Here are Norton’s top tips:
– Never open suspicious-looking emails: Cyber criminals send fake emails or texts that may look legitimate. The links in these emails or texts contain malicious software that can download malware and spyware. The software may be able to mine your computer for personal information, which is then sent to a remote computer where the attacker could sell the information on the dark web or use the information to commit identity theft.
– Make use of a VPN on public Wi-Fi: Many public Wi-Fi connections are unencrypted. This could give cyber criminals a chance to snoop on data being sent and received by your device. If there are software vulnerabilities on your device, attackers can inject malware to help them gain access to your data. In some cases, attackers create fake Wi-Fi hotspots purporting to be legitimate networks.
– Own your online presence: Carefully read the terms and conditions before opening an account or downloading an application, including social media accounts. Be sure to set the privacy and security settings on web services and devices to your comfort level for information sharing.
– Get two steps ahead and manage your passwords: Switch on two-step verification or multi-factor authentication wherever offered to help prevent unauthorised access to your online accounts. Always change the default passwords to something strong and unique on your devices, services, and Wi-Fi networks.
Okta: “Biometrics can add an extra level of security”
Jesper Frederisken, VP and GM at Okta, believes biometrics are transforming the way we think about authentication.
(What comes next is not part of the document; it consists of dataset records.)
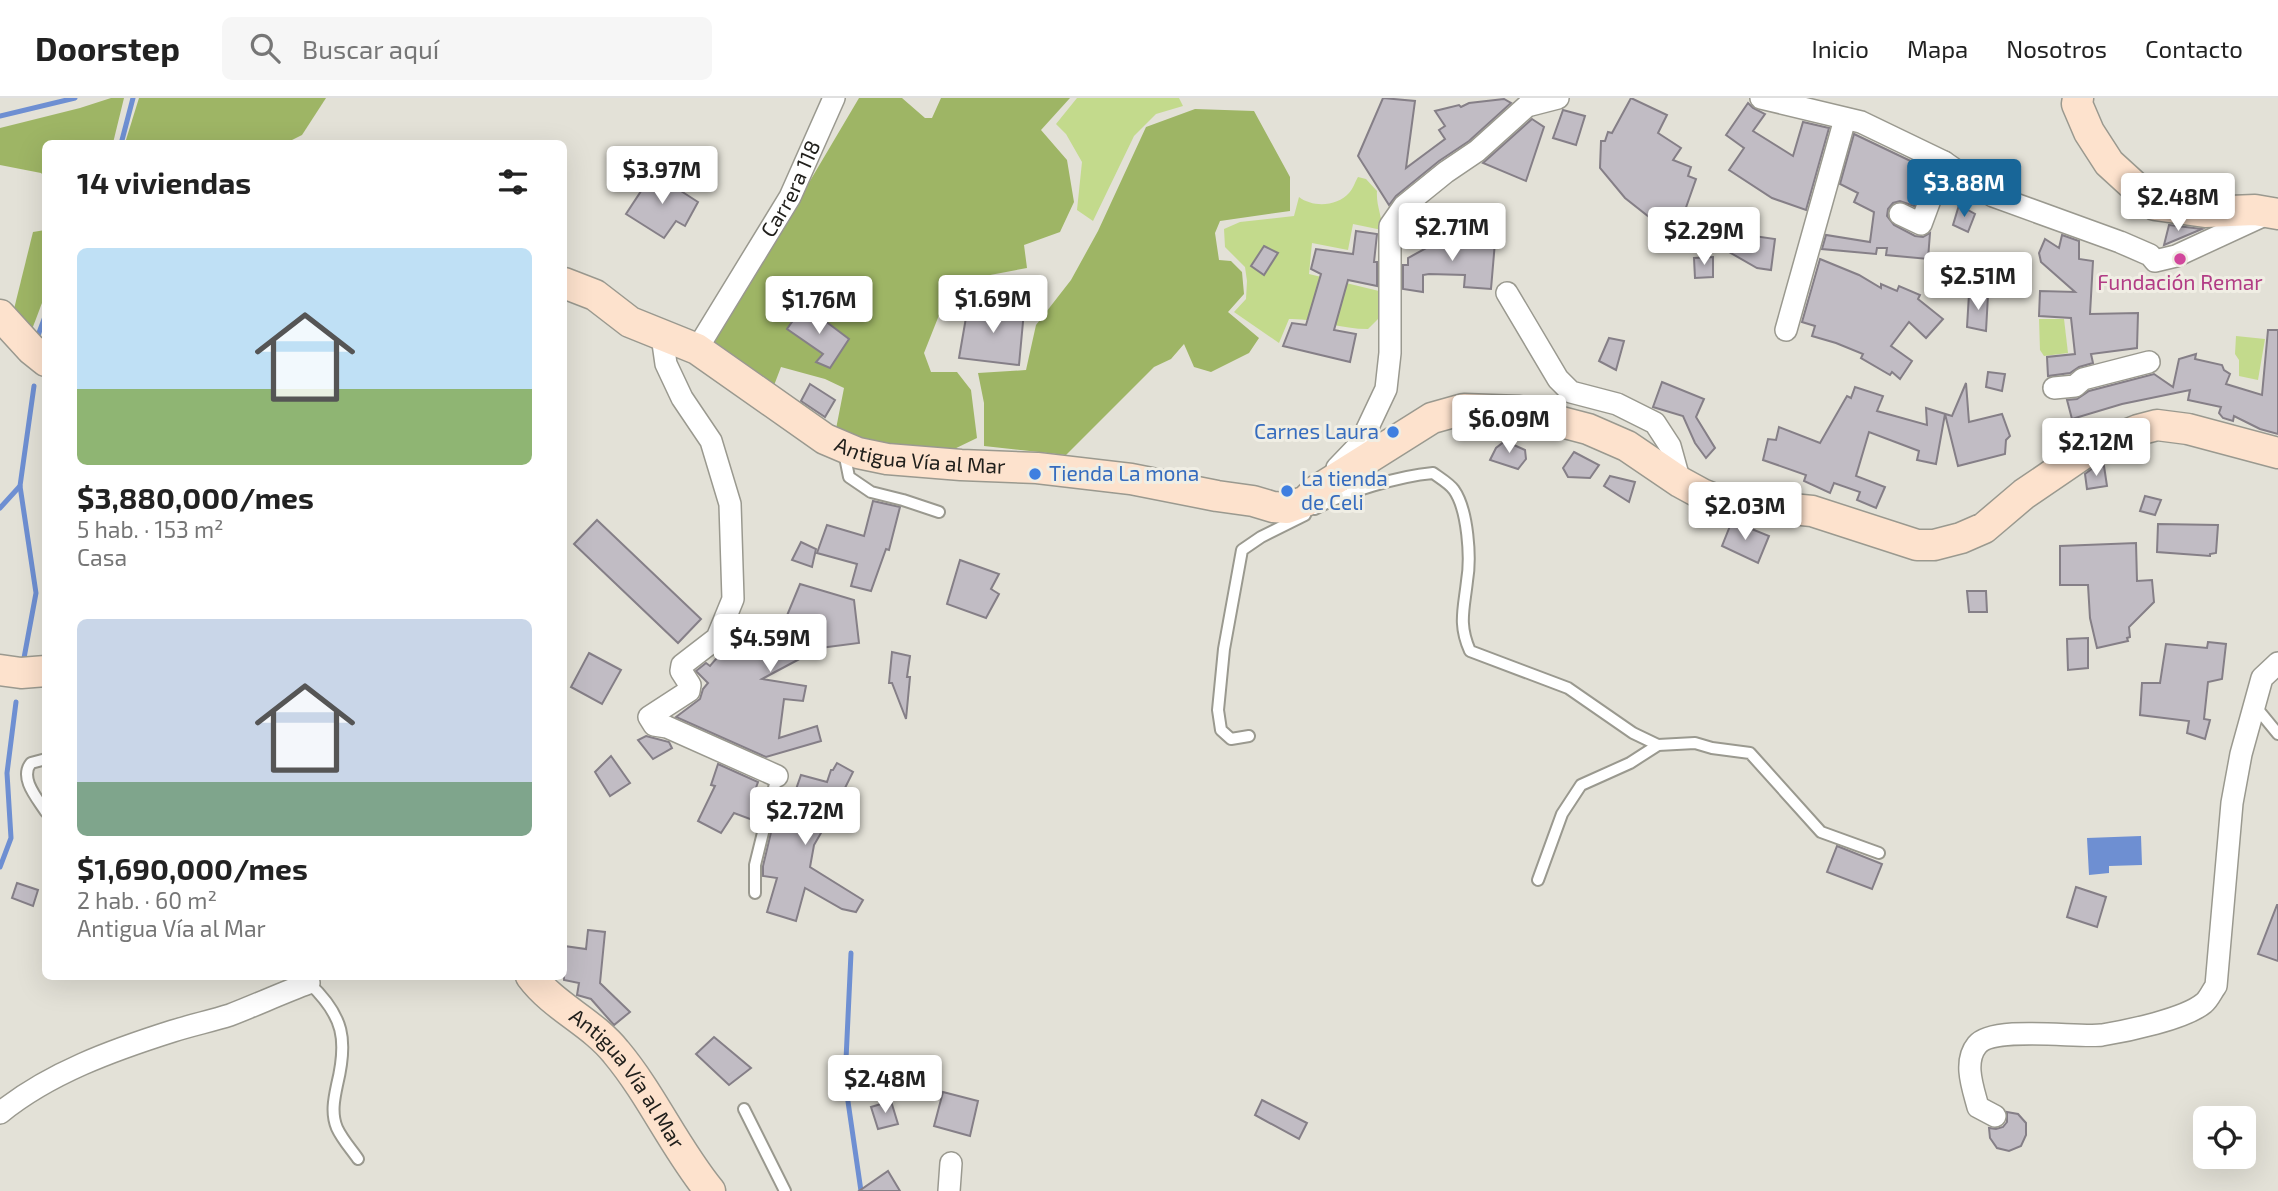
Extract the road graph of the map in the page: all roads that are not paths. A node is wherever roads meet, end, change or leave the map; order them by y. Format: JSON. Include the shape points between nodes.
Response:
{"nodes":[{"id":1,"x":834,"y":98,"type":"edge"},
{"id":2,"x":1558,"y":98,"type":"edge"},
{"id":3,"x":1761,"y":98,"type":"edge"},
{"id":4,"x":2078,"y":98,"type":"edge"},
{"id":5,"x":1845,"y":119,"type":"junction"},
{"id":6,"x":1944,"y":162,"type":"junction"},
{"id":7,"x":2275,"y":213,"type":"edge"},
{"id":8,"x":1900,"y":214,"type":"dead end"},
{"id":9,"x":567,"y":284,"type":"edge"},
{"id":10,"x":1507,"y":293,"type":"dead end"},
{"id":11,"x":0,"y":315,"type":"edge"},
{"id":12,"x":1786,"y":330,"type":"dead end"},
{"id":13,"x":662,"y":336,"type":"junction"},
{"id":14,"x":697,"y":349,"type":"junction"},
{"id":15,"x":42,"y":358,"type":"edge"},
{"id":16,"x":2149,"y":362,"type":"dead end"},
{"id":17,"x":2054,"y":388,"type":"dead end"},
{"id":18,"x":843,"y":448,"type":"junction"},
{"id":19,"x":2278,"y":453,"type":"edge"},
{"id":20,"x":1680,"y":482,"type":"junction"},
{"id":21,"x":1312,"y":502,"type":"junction"},
{"id":22,"x":939,"y":512,"type":"dead end"},
{"id":23,"x":2278,"y":663,"type":"edge"},
{"id":24,"x":0,"y":670,"type":"edge"},
{"id":25,"x":42,"y":671,"type":"edge"},
{"id":26,"x":2253,"y":704,"type":"junction"},
{"id":27,"x":2278,"y":734,"type":"edge"},
{"id":28,"x":1249,"y":736,"type":"dead end"},
{"id":29,"x":1658,"y":745,"type":"junction"},
{"id":30,"x":42,"y":760,"type":"edge"},
{"id":31,"x":778,"y":776,"type":"joint"},
{"id":32,"x":42,"y":805,"type":"edge"},
{"id":33,"x":1879,"y":853,"type":"dead end"},
{"id":34,"x":1538,"y":880,"type":"dead end"},
{"id":35,"x":755,"y":893,"type":"dead end"},
{"id":36,"x":306,"y":980,"type":"edge"},
{"id":37,"x":535,"y":980,"type":"edge"},
{"id":38,"x":744,"y":1108,"type":"dead end"},
{"id":39,"x":0,"y":1113,"type":"edge"},
{"id":40,"x":1996,"y":1116,"type":"dead end"},
{"id":41,"x":358,"y":1159,"type":"dead end"},
{"id":42,"x":951,"y":1163,"type":"dead end"},
{"id":43,"x":710,"y":1191,"type":"edge"},
{"id":44,"x":785,"y":1191,"type":"edge"},
{"id":45,"x":949,"y":1191,"type":"edge"}],
"edges":[{"from":1,"to":14,"type":"street","name":"Carrera 118","via":[[790,197]]},
{"from":2,"to":21,"type":"street","via":[[1527,106],[1404,206],[1391,226],[1386,389],[1360,444]]},
{"from":3,"to":5,"type":"street"},
{"from":4,"to":7,"type":"main road","via":[[2089,132],[2109,163],[2155,205],[2205,212]]},
{"from":5,"to":6,"type":"street","via":[[1861,122]]},
{"from":5,"to":12,"type":"street"},
{"from":6,"to":7,"type":"street","via":[[1993,196],[2120,242],[2155,261]]},
{"from":6,"to":8,"type":"street","via":[[1921,224]]},
{"from":9,"to":13,"type":"main road","name":"Antigua Vía al Mar","via":[[595,295],[630,322]]},
{"from":10,"to":20,"type":"street","via":[[1558,379],[1571,392],[1617,404],[1655,423],[1670,446]]},
{"from":11,"to":15,"type":"main road"},
{"from":13,"to":14,"type":"main road","name":"Antigua Vía al Mar"},
{"from":13,"to":31,"type":"street","via":[[666,364],[710,441],[730,504],[733,599],[717,638],[682,666],[689,691],[649,717],[654,725]]},
{"from":14,"to":18,"type":"main road","name":"Antigua Vía al Mar"},
{"from":16,"to":17,"type":"street","via":[[2083,379],[2075,386]]},
{"from":18,"to":21,"type":"main road","name":"Antigua Vía al Mar","via":[[887,459],[1131,479],[1273,508]]},
{"from":18,"to":22,"type":"lane","via":[[849,477],[871,492]]},
{"from":19,"to":20,"type":"main road","name":"Antigua Vía al Mar","via":[[2188,429],[2157,425],[2138,430],[2090,449],[1984,528],[1934,545],[1917,545],[1812,510],[1722,502]]},
{"from":20,"to":21,"type":"main road","name":"Antigua Vía al Mar","via":[[1627,446],[1588,429],[1519,411],[1464,408],[1432,418]]},
{"from":21,"to":28,"type":"lane","via":[[1242,550],[1224,649],[1219,710],[1221,730],[1231,739]]},
{"from":21,"to":29,"type":"lane","via":[[1327,502],[1409,475],[1433,473],[1454,489],[1466,522],[1468,578],[1462,612],[1463,635],[1470,651],[1568,688]]},
{"from":23,"to":26,"type":"street","via":[[2262,678]]},
{"from":24,"to":25,"type":"main road"},
{"from":26,"to":27,"type":"lane"},
{"from":26,"to":40,"type":"street","via":[[2232,803],[2216,986],[2206,1002],[2191,1012],[2101,1035],[1986,1038],[1972,1055],[1970,1076],[1978,1107]]},
{"from":29,"to":33,"type":"lane","via":[[1695,743],[1750,753],[1821,832]]},
{"from":29,"to":34,"type":"lane","via":[[1581,785],[1562,814]]},
{"from":30,"to":32,"type":"lane","via":[[31,763],[26,774]]},
{"from":31,"to":35,"type":"lane","via":[[755,865]]},
{"from":36,"to":39,"type":"street","via":[[229,1015],[108,1054],[62,1074]]},
{"from":36,"to":41,"type":"lane","via":[[322,995],[339,1023],[344,1044],[334,1115],[336,1126]]},
{"from":37,"to":43,"type":"main road","name":"Antigua Vía al Mar","via":[[615,1050]]},
{"from":38,"to":44,"type":"lane"},
{"from":42,"to":45,"type":"street"}]}
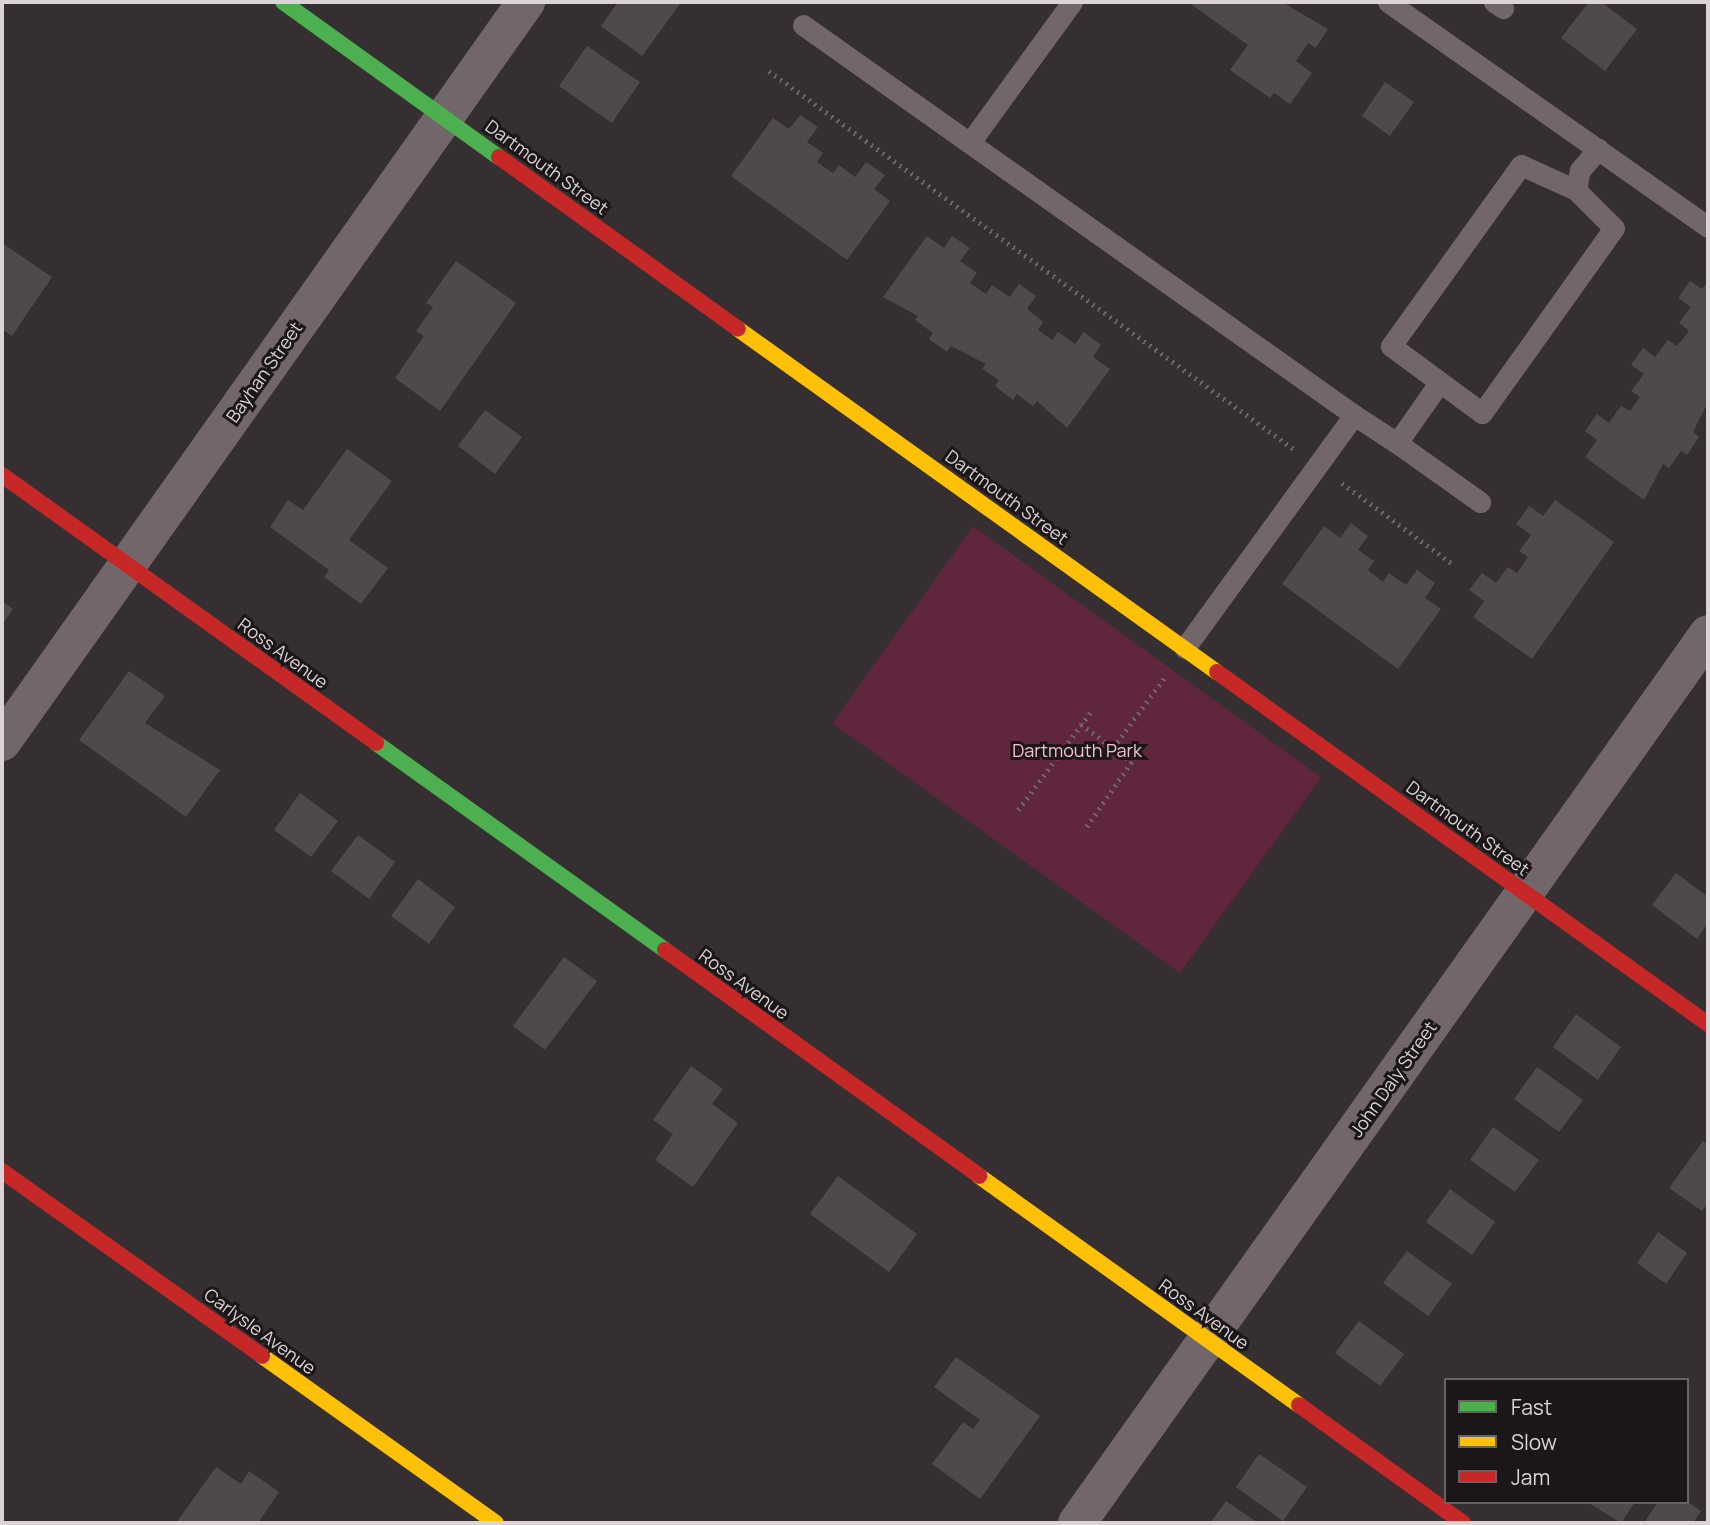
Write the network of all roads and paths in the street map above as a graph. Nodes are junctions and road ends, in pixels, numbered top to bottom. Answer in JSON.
{"nodes":[{"id":1,"x":283,"y":2,"type":"edge"},
{"id":2,"x":526,"y":2,"type":"edge"},
{"id":3,"x":1072,"y":2,"type":"edge"},
{"id":4,"x":1388,"y":2,"type":"edge"},
{"id":5,"x":803,"y":26,"type":"dead end"},
{"id":6,"x":769,"y":71,"type":"dead end"},
{"id":7,"x":444,"y":117,"type":"junction"},
{"id":8,"x":971,"y":141,"type":"junction"},
{"id":9,"x":1598,"y":149,"type":"junction"},
{"id":10,"x":1576,"y":190,"type":"junction"},
{"id":11,"x":1708,"y":227,"type":"edge"},
{"id":12,"x":1439,"y":383,"type":"junction"},
{"id":13,"x":1354,"y":415,"type":"junction"},
{"id":14,"x":1397,"y":443,"type":"junction"},
{"id":15,"x":1302,"y":454,"type":"dead end"},
{"id":16,"x":2,"y":475,"type":"edge"},
{"id":17,"x":1334,"y":493,"type":"dead end"},
{"id":18,"x":1480,"y":502,"type":"dead end"},
{"id":19,"x":128,"y":565,"type":"junction"},
{"id":20,"x":1454,"y":565,"type":"dead end"},
{"id":21,"x":1708,"y":634,"type":"edge"},
{"id":22,"x":1185,"y":648,"type":"junction"},
{"id":23,"x":1092,"y":710,"type":"dead end"},
{"id":24,"x":1081,"y":724,"type":"junction"},
{"id":25,"x":2,"y":742,"type":"edge"},
{"id":26,"x":1113,"y":748,"type":"junction"},
{"id":27,"x":1018,"y":810,"type":"dead end"},
{"id":28,"x":1087,"y":827,"type":"dead end"},
{"id":29,"x":1526,"y":893,"type":"junction"},
{"id":30,"x":1708,"y":1024,"type":"edge"},
{"id":31,"x":2,"y":1171,"type":"edge"},
{"id":32,"x":1207,"y":1340,"type":"junction"},
{"id":33,"x":496,"y":1523,"type":"edge"},
{"id":34,"x":1077,"y":1523,"type":"edge"},
{"id":35,"x":1463,"y":1523,"type":"edge"}],
"edges":[{"from":1,"to":7,"type":"street","name":"Dartmouth Street"},
{"from":2,"to":7,"type":"street","name":"Bayhan Street"},
{"from":3,"to":8,"type":"lane"},
{"from":4,"to":9,"type":"lane"},
{"from":5,"to":8,"type":"lane"},
{"from":6,"to":15,"type":"path"},
{"from":7,"to":19,"type":"street","name":"Bayhan Street"},
{"from":7,"to":22,"type":"street","name":"Dartmouth Street"},
{"from":8,"to":13,"type":"lane"},
{"from":9,"to":10,"type":"lane"},
{"from":9,"to":11,"type":"lane"},
{"from":10,"to":12,"type":"lane"},
{"from":10,"to":12,"type":"lane"},
{"from":12,"to":14,"type":"lane"},
{"from":13,"to":14,"type":"lane"},
{"from":13,"to":22,"type":"lane"},
{"from":14,"to":18,"type":"lane"},
{"from":16,"to":19,"type":"street","name":"Ross Avenue"},
{"from":17,"to":20,"type":"path"},
{"from":19,"to":25,"type":"street","name":"Bayhan Street"},
{"from":19,"to":32,"type":"street","name":"Ross Avenue"},
{"from":21,"to":29,"type":"street","name":"John Daly Street"},
{"from":22,"to":26,"type":"path"},
{"from":22,"to":29,"type":"street","name":"Dartmouth Street"},
{"from":23,"to":24,"type":"path"},
{"from":24,"to":26,"type":"path"},
{"from":24,"to":27,"type":"path"},
{"from":26,"to":28,"type":"path"},
{"from":29,"to":30,"type":"street","name":"Dartmouth Street"},
{"from":29,"to":32,"type":"street","name":"John Daly Street"},
{"from":31,"to":33,"type":"street","name":"Carlysle Avenue"},
{"from":32,"to":34,"type":"street","name":"John Daly Street"},
{"from":32,"to":35,"type":"street","name":"Ross Avenue"}]}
“Looking from a security perspective, although biometrics will not completely replace passwords in the immediate future, they do provide a supporting security layer as part of a multi-factor authentication model. The financial services sector, for example, has already experimented with biometrics for regulating access to certain services. Major banks have incorporated tools such as voice and fingerprint recognition as an additional security measure to ensure that only the correct party receives access, protecting against bad actors,” commented Frederisken.
“It wasn’t long ago that fingerprint authentication was considered alien. Now we’re already seeing growing acceptance and popularity of facial recognition within the consumer space with the latest smartphones. Biometrics are transforming the sign-on experience as people increasingly authenticate with “something you are” (biometrics) rather than “something you know” (passwords or patterns).”